Here's what that means in practice. BrightBow courses move through three phases, Foundation, Experience, and Integration, that correspond to how adults actually build understanding. Foundation activates prior knowledge and establishes relevance before introducing new content. Experience builds understanding through exploration and application in contexts that resemble real work. Integration supports transfer. It's about helping the learning find its place in actual practice, not about wrapping things up neatly. Every course is also designed to be returned to, not finished, because that's what the research says about how adults actually learn. And that's what we think professional learning should look like.

Resources

Baldwin, Timothy T., and J. Kevin Ford. "Transfer of Training: A Review and Directions for Future Research." Personnel Psychology, vol. 41, no. 1, 1988, pp. 63–105.

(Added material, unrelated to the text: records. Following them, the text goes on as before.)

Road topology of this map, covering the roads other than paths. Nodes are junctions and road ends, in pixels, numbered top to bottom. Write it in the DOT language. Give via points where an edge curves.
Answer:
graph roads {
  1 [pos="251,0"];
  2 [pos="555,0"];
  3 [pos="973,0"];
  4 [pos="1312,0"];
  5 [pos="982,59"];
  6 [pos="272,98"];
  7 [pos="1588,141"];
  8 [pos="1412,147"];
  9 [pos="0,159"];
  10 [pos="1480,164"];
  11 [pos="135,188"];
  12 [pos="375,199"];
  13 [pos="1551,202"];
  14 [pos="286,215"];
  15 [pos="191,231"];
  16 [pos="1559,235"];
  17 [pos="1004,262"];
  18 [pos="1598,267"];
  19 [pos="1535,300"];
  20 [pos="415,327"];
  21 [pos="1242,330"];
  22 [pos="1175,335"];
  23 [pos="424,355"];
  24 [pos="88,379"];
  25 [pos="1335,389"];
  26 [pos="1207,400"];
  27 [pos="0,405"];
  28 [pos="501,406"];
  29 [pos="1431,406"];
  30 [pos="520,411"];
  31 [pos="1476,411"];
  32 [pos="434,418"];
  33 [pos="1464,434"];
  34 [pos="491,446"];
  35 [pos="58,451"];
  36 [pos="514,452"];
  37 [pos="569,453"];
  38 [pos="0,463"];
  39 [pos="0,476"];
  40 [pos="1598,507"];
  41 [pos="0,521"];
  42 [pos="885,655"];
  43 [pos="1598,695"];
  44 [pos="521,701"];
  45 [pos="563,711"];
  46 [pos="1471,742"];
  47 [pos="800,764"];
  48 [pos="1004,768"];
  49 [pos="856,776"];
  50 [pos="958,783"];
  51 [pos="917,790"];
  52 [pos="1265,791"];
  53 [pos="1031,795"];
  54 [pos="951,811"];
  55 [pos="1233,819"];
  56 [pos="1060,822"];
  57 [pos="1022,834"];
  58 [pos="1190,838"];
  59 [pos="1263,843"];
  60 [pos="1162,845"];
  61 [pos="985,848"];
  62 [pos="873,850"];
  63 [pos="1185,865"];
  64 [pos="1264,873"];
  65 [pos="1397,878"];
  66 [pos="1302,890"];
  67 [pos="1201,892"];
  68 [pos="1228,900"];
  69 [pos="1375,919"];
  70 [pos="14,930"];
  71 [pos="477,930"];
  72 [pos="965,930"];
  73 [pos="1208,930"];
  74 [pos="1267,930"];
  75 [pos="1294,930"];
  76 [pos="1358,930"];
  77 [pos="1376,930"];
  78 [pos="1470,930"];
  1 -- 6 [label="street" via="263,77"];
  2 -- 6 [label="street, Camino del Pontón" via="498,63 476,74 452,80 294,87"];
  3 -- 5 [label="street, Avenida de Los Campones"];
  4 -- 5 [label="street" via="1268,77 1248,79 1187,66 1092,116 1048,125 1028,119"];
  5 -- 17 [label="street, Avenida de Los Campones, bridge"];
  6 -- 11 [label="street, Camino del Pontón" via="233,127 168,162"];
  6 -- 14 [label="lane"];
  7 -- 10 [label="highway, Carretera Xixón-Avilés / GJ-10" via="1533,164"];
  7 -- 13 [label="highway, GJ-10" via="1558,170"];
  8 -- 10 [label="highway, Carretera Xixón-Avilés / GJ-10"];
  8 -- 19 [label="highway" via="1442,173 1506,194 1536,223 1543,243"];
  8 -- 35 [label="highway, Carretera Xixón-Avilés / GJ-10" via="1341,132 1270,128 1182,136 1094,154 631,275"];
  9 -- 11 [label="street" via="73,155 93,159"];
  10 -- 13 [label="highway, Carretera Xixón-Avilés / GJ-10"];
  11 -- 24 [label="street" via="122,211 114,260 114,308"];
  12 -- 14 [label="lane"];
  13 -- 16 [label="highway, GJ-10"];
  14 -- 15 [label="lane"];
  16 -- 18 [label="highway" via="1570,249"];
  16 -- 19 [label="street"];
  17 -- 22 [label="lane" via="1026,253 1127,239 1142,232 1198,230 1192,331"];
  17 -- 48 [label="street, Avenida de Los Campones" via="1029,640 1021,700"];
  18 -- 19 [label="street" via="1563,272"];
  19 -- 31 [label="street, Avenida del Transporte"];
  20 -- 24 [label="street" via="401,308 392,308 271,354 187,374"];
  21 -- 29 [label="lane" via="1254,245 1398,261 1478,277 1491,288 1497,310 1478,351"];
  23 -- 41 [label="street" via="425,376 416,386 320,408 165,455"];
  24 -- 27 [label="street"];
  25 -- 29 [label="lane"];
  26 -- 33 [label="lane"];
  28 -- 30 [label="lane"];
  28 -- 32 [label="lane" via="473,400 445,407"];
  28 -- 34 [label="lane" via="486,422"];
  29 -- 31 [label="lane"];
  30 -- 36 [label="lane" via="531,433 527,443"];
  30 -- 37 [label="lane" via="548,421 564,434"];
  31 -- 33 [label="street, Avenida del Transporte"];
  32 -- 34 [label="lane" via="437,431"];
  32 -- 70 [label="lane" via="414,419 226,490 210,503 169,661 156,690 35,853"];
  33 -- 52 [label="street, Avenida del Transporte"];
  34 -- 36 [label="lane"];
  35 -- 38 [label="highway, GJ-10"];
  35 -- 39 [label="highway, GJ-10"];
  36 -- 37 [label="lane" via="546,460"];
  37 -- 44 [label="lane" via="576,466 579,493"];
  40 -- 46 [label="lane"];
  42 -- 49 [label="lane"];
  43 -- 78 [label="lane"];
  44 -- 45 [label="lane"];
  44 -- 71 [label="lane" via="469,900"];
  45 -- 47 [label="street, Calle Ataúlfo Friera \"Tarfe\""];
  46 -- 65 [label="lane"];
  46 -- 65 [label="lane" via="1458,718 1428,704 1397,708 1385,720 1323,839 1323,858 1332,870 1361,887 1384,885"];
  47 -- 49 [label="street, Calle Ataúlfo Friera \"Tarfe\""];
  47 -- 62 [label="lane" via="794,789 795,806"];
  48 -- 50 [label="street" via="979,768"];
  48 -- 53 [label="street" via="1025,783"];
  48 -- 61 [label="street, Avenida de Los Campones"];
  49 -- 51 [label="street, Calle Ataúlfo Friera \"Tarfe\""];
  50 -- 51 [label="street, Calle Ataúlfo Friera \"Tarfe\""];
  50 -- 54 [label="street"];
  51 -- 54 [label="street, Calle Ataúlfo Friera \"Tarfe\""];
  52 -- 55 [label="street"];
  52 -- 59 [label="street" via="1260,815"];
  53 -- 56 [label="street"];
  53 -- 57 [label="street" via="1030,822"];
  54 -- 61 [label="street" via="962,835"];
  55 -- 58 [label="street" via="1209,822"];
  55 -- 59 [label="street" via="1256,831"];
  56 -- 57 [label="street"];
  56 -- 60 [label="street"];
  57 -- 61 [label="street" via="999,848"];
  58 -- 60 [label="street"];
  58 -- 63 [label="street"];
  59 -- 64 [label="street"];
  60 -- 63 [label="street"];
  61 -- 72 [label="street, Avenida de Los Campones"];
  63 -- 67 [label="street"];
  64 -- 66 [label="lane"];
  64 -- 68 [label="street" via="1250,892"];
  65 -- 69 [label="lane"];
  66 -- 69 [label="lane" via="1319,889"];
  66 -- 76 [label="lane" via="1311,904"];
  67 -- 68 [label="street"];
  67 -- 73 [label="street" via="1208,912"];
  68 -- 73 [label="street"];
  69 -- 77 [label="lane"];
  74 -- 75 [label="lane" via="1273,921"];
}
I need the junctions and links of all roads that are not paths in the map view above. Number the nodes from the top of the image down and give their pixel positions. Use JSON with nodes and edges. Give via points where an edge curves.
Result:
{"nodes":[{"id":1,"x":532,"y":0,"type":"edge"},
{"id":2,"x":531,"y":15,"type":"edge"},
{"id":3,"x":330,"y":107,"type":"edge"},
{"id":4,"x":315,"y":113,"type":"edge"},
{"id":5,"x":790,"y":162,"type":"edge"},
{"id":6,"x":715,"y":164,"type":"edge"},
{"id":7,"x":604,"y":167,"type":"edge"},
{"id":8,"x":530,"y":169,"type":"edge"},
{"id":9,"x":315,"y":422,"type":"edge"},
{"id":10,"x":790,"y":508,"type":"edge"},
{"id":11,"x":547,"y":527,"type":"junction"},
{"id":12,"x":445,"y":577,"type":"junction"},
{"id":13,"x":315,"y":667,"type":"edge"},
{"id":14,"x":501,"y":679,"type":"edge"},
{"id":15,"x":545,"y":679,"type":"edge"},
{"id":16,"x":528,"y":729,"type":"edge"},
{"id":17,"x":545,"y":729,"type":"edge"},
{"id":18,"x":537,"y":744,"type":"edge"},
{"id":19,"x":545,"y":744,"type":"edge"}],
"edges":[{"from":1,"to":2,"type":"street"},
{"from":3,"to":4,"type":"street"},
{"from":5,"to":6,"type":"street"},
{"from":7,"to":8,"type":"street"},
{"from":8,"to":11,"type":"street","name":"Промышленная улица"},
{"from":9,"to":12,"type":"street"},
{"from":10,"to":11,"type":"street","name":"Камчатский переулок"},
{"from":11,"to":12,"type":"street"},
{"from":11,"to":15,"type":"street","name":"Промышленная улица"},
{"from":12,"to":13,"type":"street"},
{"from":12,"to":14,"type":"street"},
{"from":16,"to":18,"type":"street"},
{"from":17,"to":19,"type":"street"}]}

Guskey, Thomas R. "Does It Make a Difference? Evaluating Professional Development." Educational Leadership, vol. 59, no. 6, 2002, pp. 45–51.
Knowles, Malcolm S. The Adult Learner: A Neglected Species. Gulf Publishing, 1973.
Luhanga, U., et al. "Promoting Transfer of Learning to Practice in Online Continuing Professional Development." Journal of Continuing Education in the Health Professions, 2022. pubmed.ncbi.nlm.nih.gov/34609353.
Nimante, D., et al. "Transferring Results of Professional Development into Practice: A Scoping Review." Education Sciences, vol. 15, no. 1, 2025. mdpi.com/2227-7102/15/1/95.
Pappas, Christopher. "Adult Learning Theory: Andragogy of Malcolm Knowles." eLearning Industry, 24 Dec. 2025. elearningindustry.com/the-adult-learning-theory-andragogy-of-malcolm-knowles.